▶ _Problem to work on_: Should an entry include a picture, omit the picture and still repeat everything else exactly.

▶ _Data supplied_:
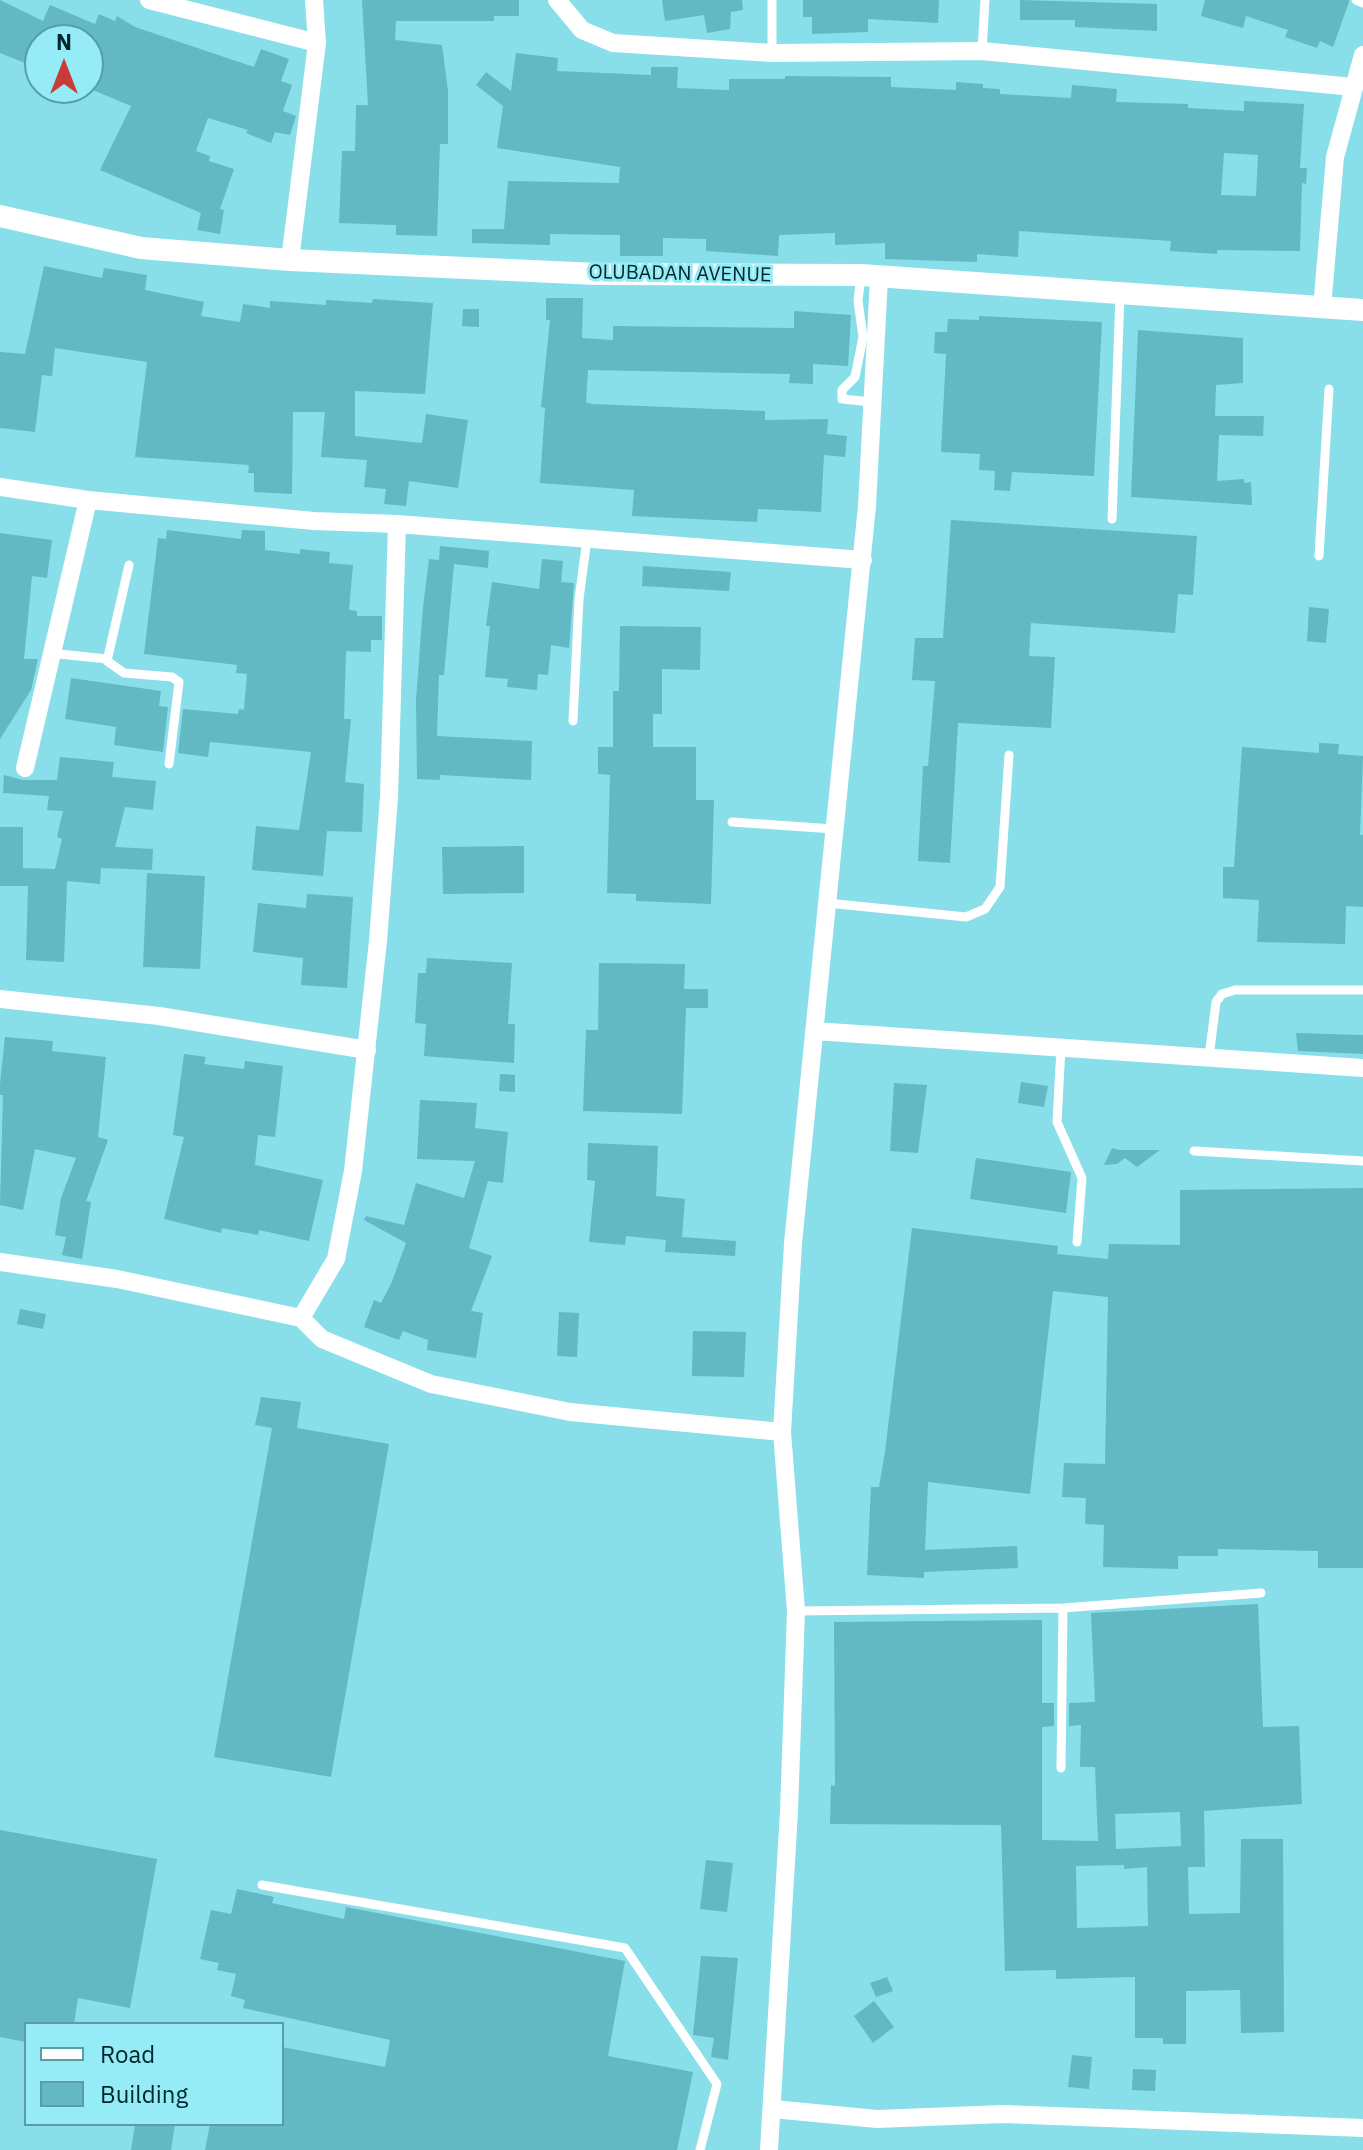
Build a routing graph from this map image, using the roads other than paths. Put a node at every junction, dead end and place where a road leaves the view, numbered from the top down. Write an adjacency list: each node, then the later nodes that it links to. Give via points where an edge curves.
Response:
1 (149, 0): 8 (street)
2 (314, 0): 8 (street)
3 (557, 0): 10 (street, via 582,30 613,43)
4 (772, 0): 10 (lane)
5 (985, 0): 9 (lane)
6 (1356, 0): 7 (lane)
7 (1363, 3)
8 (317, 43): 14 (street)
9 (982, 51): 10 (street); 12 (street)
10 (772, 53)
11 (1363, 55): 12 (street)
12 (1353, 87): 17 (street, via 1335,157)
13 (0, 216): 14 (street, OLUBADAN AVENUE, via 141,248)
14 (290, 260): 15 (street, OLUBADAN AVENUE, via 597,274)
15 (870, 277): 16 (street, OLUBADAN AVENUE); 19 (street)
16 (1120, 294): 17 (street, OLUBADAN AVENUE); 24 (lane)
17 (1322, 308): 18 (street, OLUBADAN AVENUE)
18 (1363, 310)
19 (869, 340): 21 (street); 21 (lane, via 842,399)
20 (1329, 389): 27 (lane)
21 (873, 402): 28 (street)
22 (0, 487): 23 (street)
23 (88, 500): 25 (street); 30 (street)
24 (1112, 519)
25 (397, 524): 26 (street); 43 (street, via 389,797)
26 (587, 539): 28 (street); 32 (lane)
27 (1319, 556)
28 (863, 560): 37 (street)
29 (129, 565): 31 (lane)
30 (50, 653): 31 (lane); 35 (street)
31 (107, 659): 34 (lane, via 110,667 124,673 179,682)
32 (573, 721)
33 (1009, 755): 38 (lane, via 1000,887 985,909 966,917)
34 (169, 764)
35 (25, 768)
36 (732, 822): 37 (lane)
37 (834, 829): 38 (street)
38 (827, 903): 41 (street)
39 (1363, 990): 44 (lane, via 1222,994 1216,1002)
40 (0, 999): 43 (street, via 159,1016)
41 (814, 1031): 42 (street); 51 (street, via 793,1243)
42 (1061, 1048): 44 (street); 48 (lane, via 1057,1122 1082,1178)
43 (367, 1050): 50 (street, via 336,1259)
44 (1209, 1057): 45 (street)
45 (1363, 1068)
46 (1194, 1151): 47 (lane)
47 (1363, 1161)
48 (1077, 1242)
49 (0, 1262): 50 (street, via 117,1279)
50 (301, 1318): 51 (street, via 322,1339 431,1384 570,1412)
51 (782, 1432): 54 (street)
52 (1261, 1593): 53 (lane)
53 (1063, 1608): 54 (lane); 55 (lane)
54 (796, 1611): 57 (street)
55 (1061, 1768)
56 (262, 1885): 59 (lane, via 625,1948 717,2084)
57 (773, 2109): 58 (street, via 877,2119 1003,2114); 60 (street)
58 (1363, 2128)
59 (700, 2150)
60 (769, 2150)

▶ _Task output_:
Build a routing graph from this map image, using the roads other than paths. Put a node at every junction, dead end and place where a road leaves the view, numbered from the top down. Write an adjacency list: each node, then the later nodes that it links to. Give via points where an edge curves.
Response:
1 (149, 0): 8 (street)
2 (314, 0): 8 (street)
3 (557, 0): 10 (street, via 582,30 613,43)
4 (772, 0): 10 (lane)
5 (985, 0): 9 (lane)
6 (1356, 0): 7 (lane)
7 (1363, 3)
8 (317, 43): 14 (street)
9 (982, 51): 10 (street); 12 (street)
10 (772, 53)
11 (1363, 55): 12 (street)
12 (1353, 87): 17 (street, via 1335,157)
13 (0, 216): 14 (street, OLUBADAN AVENUE, via 141,248)
14 (290, 260): 15 (street, OLUBADAN AVENUE, via 597,274)
15 (870, 277): 16 (street, OLUBADAN AVENUE); 19 (street)
16 (1120, 294): 17 (street, OLUBADAN AVENUE); 24 (lane)
17 (1322, 308): 18 (street, OLUBADAN AVENUE)
18 (1363, 310)
19 (869, 340): 21 (street); 21 (lane, via 842,399)
20 (1329, 389): 27 (lane)
21 (873, 402): 28 (street)
22 (0, 487): 23 (street)
23 (88, 500): 25 (street); 30 (street)
24 (1112, 519)
25 (397, 524): 26 (street); 43 (street, via 389,797)
26 (587, 539): 28 (street); 32 (lane)
27 (1319, 556)
28 (863, 560): 37 (street)
29 (129, 565): 31 (lane)
30 (50, 653): 31 (lane); 35 (street)
31 (107, 659): 34 (lane, via 110,667 124,673 179,682)
32 (573, 721)
33 (1009, 755): 38 (lane, via 1000,887 985,909 966,917)
34 (169, 764)
35 (25, 768)
36 (732, 822): 37 (lane)
37 (834, 829): 38 (street)
38 (827, 903): 41 (street)
39 (1363, 990): 44 (lane, via 1222,994 1216,1002)
40 (0, 999): 43 (street, via 159,1016)
41 (814, 1031): 42 (street); 51 (street, via 793,1243)
42 (1061, 1048): 44 (street); 48 (lane, via 1057,1122 1082,1178)
43 (367, 1050): 50 (street, via 336,1259)
44 (1209, 1057): 45 (street)
45 (1363, 1068)
46 (1194, 1151): 47 (lane)
47 (1363, 1161)
48 (1077, 1242)
49 (0, 1262): 50 (street, via 117,1279)
50 (301, 1318): 51 (street, via 322,1339 431,1384 570,1412)
51 (782, 1432): 54 (street)
52 (1261, 1593): 53 (lane)
53 (1063, 1608): 54 (lane); 55 (lane)
54 (796, 1611): 57 (street)
55 (1061, 1768)
56 (262, 1885): 59 (lane, via 625,1948 717,2084)
57 (773, 2109): 58 (street, via 877,2119 1003,2114); 60 (street)
58 (1363, 2128)
59 (700, 2150)
60 (769, 2150)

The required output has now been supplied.